The album touches on various topics, mostly dealing with different aspects of love. On “Winner’s Circle” he sings “Cause if I know I can get it, then I’ve already had it/I’m cool.” Even a moment of infidelity on “Good Heels,” a short interlude-like track featuring Jazmine Sullivan, has the simmering warmth of a dimmed-lights affair.
But on one of the standout tracks, “King James”, he takes a more serious tone and discusses the African-American experience in 2019; including prejudice, protest, and responses to the protests from white people.
The lyrical content is a direct dedication to four-time NBA MVP LeBron James and all the contributions he has made to communities across the country, despite the many walls that have been put in his way.
The album ends with “What Can We Do?” featuring vocals from the late-great west coast legend Nate Dogg, who died in 2011. Nate Dogg apparently laid down hundreds of verses for Dr. Dre, as the vocals on the closing track have never been heard before.
The song flawlessly blends the vocals of both singers, creating a sound that exists in neither the future nor present. “What Can We Do?” is a funky, goofy and serious song that ends the album beautifully.

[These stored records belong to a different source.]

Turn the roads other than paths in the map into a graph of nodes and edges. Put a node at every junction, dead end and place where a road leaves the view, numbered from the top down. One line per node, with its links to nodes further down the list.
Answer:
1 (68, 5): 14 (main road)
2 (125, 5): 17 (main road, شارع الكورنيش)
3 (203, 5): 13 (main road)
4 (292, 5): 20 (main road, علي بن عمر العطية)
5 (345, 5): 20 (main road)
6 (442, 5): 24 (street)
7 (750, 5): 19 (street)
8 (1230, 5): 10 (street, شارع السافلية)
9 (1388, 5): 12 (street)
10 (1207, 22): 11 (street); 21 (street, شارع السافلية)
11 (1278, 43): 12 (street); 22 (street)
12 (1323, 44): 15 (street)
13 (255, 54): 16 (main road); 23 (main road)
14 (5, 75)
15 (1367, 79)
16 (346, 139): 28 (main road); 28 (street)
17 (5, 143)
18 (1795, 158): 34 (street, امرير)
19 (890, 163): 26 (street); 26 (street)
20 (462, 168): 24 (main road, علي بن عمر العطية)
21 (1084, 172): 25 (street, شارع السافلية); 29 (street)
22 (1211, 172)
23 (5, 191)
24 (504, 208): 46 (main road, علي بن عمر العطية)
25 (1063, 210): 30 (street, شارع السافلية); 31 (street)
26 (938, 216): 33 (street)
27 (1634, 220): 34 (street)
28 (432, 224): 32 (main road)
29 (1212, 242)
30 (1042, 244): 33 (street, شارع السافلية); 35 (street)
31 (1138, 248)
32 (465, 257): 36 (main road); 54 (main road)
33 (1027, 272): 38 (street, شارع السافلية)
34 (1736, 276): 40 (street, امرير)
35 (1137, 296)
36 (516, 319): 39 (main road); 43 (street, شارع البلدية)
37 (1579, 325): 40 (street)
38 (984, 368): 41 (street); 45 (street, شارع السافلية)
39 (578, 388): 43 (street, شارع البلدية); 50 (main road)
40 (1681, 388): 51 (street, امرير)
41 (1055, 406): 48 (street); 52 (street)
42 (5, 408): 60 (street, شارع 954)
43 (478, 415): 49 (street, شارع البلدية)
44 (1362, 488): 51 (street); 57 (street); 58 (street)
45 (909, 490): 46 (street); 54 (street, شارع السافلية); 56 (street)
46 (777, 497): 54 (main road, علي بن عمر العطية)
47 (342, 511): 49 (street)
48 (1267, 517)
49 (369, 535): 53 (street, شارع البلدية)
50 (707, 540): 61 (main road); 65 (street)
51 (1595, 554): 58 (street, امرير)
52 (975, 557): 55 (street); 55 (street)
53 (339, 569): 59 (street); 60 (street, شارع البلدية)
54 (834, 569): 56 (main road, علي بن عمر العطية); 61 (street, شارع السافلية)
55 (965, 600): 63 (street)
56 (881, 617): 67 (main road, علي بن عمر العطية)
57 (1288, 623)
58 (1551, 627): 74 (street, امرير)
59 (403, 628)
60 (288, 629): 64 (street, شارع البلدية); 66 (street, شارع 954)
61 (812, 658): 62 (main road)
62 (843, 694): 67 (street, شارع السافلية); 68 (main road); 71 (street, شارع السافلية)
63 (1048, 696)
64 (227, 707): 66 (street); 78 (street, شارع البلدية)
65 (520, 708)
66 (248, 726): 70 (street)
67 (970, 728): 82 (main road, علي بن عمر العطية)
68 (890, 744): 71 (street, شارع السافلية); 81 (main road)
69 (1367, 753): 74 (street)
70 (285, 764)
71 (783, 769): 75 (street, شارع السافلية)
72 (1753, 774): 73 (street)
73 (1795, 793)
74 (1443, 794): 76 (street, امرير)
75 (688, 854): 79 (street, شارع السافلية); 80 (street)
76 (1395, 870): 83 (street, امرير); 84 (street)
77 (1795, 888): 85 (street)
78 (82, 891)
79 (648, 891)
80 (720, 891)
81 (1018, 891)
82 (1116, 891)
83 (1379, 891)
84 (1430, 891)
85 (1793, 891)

Ventura proves that Anderson has learned from his mistakes on Oxnard, and has learned to satisfy his nostalgic soul musically, while still slightly catering to mainstream audiences.
It’s the sound that fans have grown to love from Anderson. It’s funky and soulful. It’s not his peak musically like he displayed on Malibu, but it’s definitely a step in the right direction.